Every record has to be written out exactly, with no line missing.
-- Task inputs follows --
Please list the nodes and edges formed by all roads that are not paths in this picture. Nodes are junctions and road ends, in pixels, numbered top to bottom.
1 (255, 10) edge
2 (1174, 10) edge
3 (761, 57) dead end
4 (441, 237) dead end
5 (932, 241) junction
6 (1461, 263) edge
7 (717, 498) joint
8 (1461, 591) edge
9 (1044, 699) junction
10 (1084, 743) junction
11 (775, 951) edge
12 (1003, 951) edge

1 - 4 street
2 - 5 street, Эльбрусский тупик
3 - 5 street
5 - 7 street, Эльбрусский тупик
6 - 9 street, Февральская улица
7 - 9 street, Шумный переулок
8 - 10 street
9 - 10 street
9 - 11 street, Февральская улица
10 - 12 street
-- Task inputs concluded --
- **Result below**:
Please list the nodes and edges formed by all roads that are not paths in this picture. Nodes are junctions and road ends, in pixels, numbered top to bottom.
1 (255, 10) edge
2 (1174, 10) edge
3 (761, 57) dead end
4 (441, 237) dead end
5 (932, 241) junction
6 (1461, 263) edge
7 (717, 498) joint
8 (1461, 591) edge
9 (1044, 699) junction
10 (1084, 743) junction
11 (775, 951) edge
12 (1003, 951) edge

1 - 4 street
2 - 5 street, Эльбрусский тупик
3 - 5 street
5 - 7 street, Эльбрусский тупик
6 - 9 street, Февральская улица
7 - 9 street, Шумный переулок
8 - 10 street
9 - 10 street
9 - 11 street, Февральская улица
10 - 12 street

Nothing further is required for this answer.